Айбек - Детство (Повесть)
Дед заметно повеселел и выглядел бодрее обычного. Но больше всего меня удивило то, что он совсем не боялся верблюдов: сгорбившись, без всякой опаски ковылял между этими беспокойными животными. Объяснение такой его смелости я получил в тот же вечер от матери. Оказалось, дед долгое время водил караваны верблюдов. Работал он на богатых купцов. С грузом разных товаров — мануфактуры, чая, изюма — бывал в разных городах, даже в таких далеких местах, как Арка, Каркара. У него было семь верблюдов. Летом он странствовал, а зимой в сильные холода давал верблюдам передышку. Построил для них просторный добротный сарай. Вовремя и всегда с большим запасом заготавливал сено, жмых и целые дни проводил со своими любимцами: убирал за ними, подметал, кормил досыта. Верблюды у него были справными, шерсть на них всегда отливала блеском. Соседи, родня удивлялись его пристрастию, советовали: «С какой стати ты ходишь за ними зиму? Зачем тебе беспокоиться насчет кормов? Продай их, а весна подойдет, купишь других». Но дед был упрям. «Нет, нет! — говорил он. — Ни к чему эти ваши неразумные речи. Верблюд — редкостное животное и к нему нельзя относиться бездушно. Люди вон собак держат, а ведь верблюд священная тварь!» Собак, кур дед не любил и никогда не держал. Пору, когда он водил свой караван, дед считал самой счастливой порой своей жизни, часто вздыхал, вспоминая о ней, и до старости не изменил своей привязанности к верблюдам.

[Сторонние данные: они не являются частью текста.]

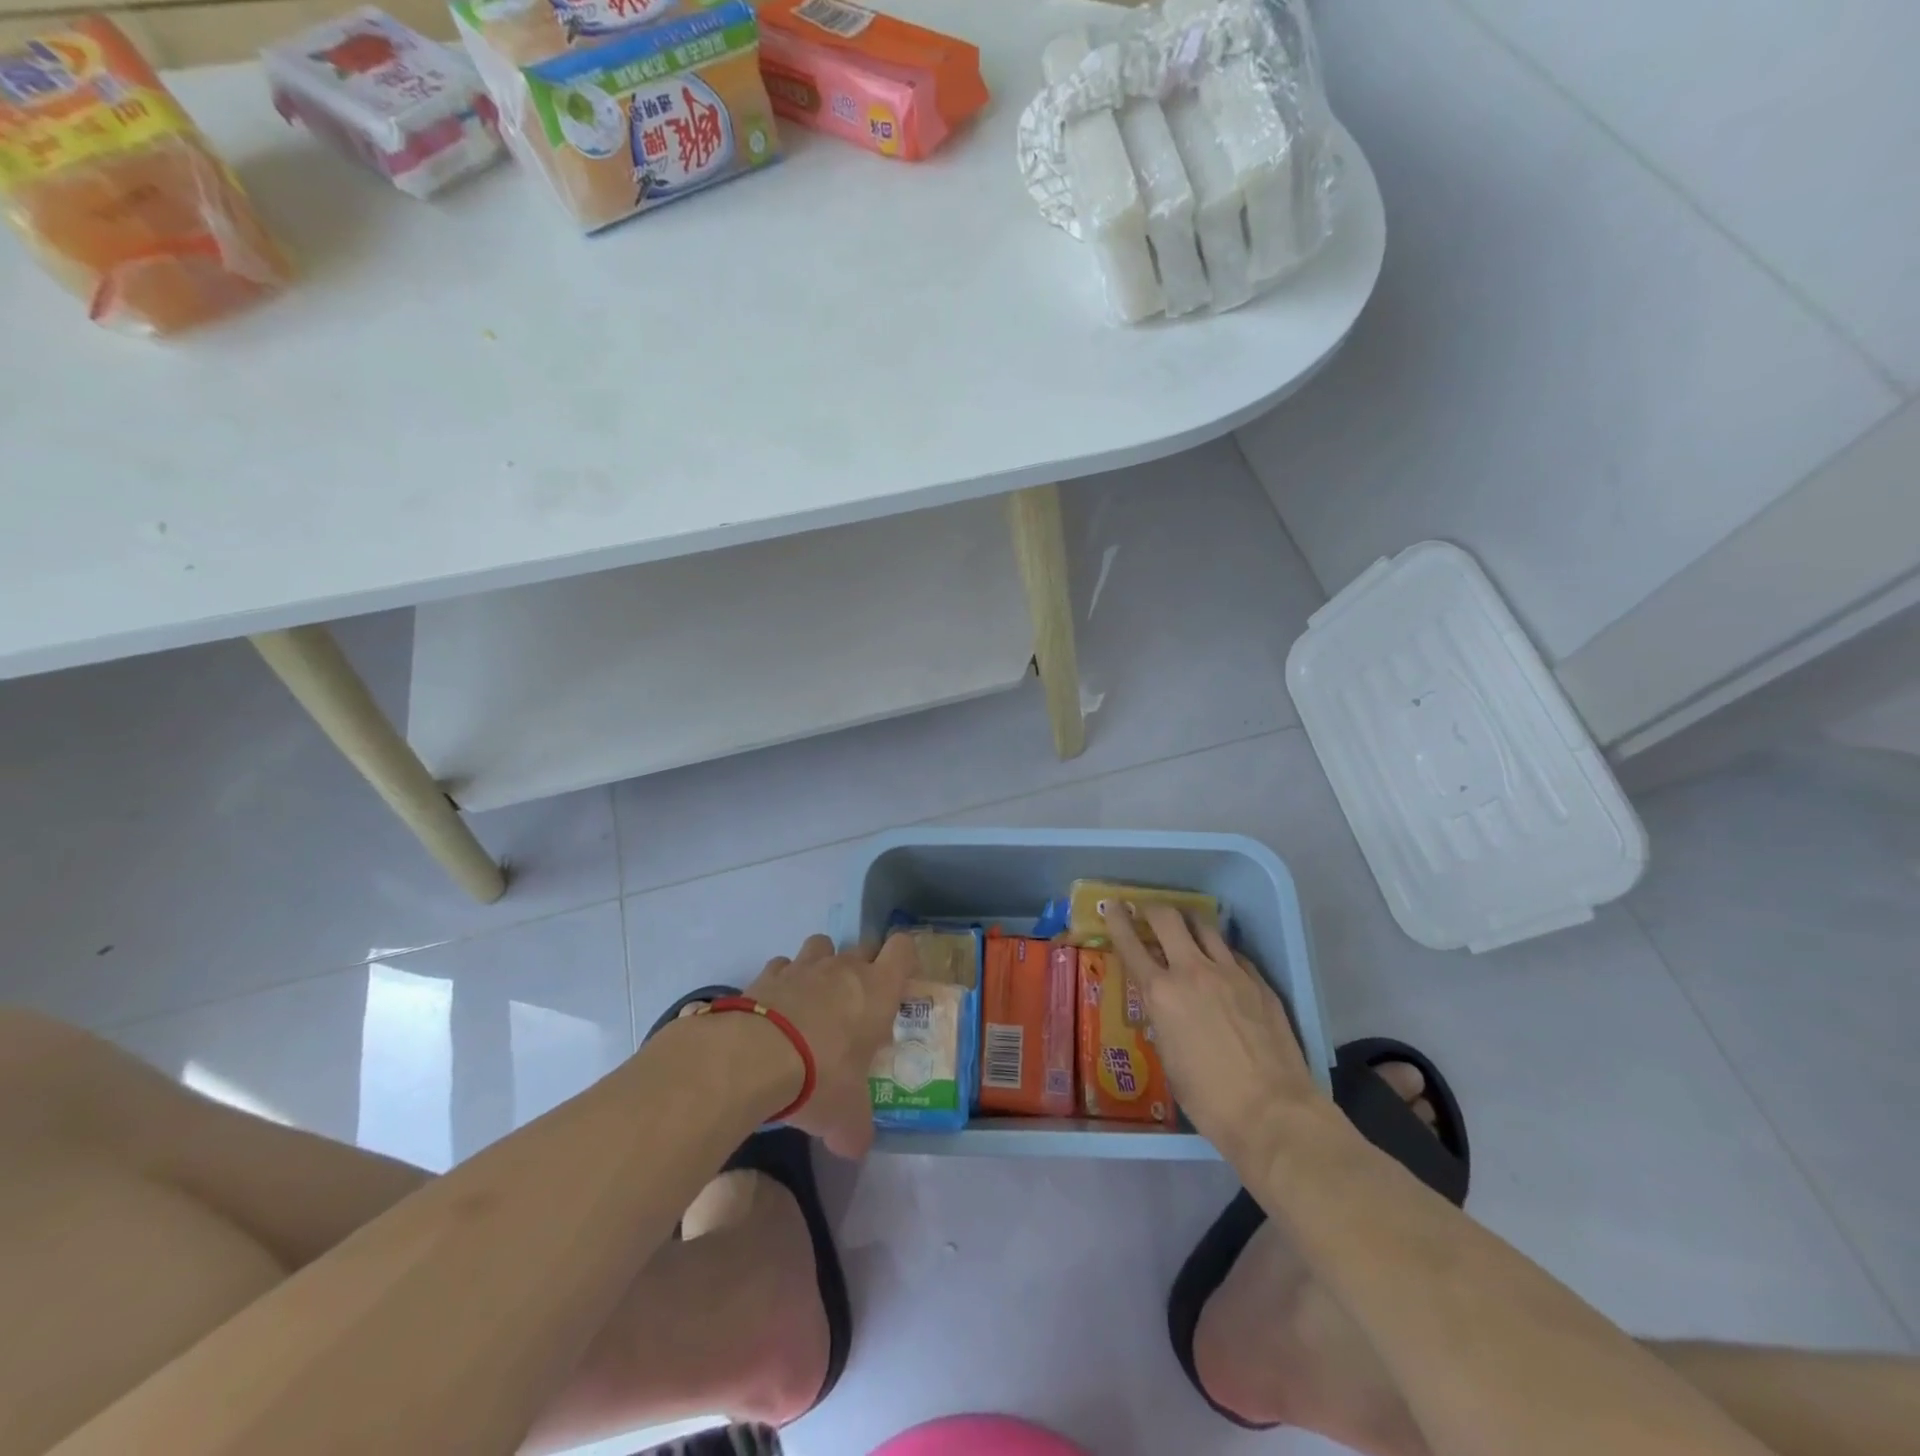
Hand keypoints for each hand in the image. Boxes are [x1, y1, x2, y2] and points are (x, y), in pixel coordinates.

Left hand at [743, 932, 913, 1159]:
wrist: (754, 1056)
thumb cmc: (820, 1077)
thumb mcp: (846, 1117)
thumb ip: (855, 1129)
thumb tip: (853, 1147)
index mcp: (878, 990)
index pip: (902, 949)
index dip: (903, 960)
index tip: (898, 983)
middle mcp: (845, 967)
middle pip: (863, 945)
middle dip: (863, 966)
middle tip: (856, 1004)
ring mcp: (804, 965)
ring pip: (822, 945)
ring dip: (822, 965)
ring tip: (813, 1000)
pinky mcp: (768, 973)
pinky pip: (782, 966)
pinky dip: (782, 981)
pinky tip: (776, 1010)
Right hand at [1102, 904, 1318, 1162]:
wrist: (1274, 1112)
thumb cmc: (1209, 1099)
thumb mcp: (1168, 1058)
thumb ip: (1162, 1020)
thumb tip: (1165, 1008)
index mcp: (1161, 993)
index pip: (1130, 944)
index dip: (1117, 920)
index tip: (1111, 905)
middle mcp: (1193, 972)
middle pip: (1169, 918)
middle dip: (1153, 910)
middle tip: (1148, 912)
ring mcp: (1231, 973)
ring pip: (1205, 927)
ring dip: (1190, 924)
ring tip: (1186, 930)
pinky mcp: (1260, 983)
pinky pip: (1234, 955)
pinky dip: (1221, 954)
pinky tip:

Через несколько дней после отъезда кишлачных, дед привел других людей. Они ссыпали пшеницу и орехи в мешки и увезли все, навьючив на рослых ишаков и коней, таких смирных — швырни в любого ком глины, ухом не поведет. Я зашел в амбар, а там — пустым-пусто! Одни мыши шныряют по закромам, поблескивая хитрыми глазками. Зло меня взяло тут, не могу понять, зачем дед отдал все? Особенно жалко было орехов. Я побежал к матери, а она рассмеялась:
— Это все не наше, сынок, хозяйское, хозяина твоего отца…
От такого ответа у меня заныло сердце. Хмурый я вышел на улицу.
В эту пору мне было, наверное, не больше четырех лет…
* * *Улочку нашу заняли ткачи. Одни, натянув основу, красили ее синей краской, другие — ровняли и гладили нити, протаскивая по основе какое-то громоздкое и тяжелое, как колода, приспособление, утыканное с одной стороны грубым волосом. Большая часть ткачей — люди пожилые. Чуть забаловался, слышишь окрик:
— Не вертись под ногами!
Достав из арыка ком вязкой глины, я сижу в сторонке, играю в «хлопушки». Вдруг из калитки соседнего дома выбегает Агзам, мой дружок — глаза блестят, в руках ломоть полосатой дыни-скороспелки. Я уставился на него с завистью. Спрашиваю:
— Сладкая?
— Ох и сладкая! — замотал головой Агзам. — Отец принес, дома еще есть!.. — похвалился он, но тут же спохватился и спрятал руку с дыней за спину — видно, догадался о моем желании.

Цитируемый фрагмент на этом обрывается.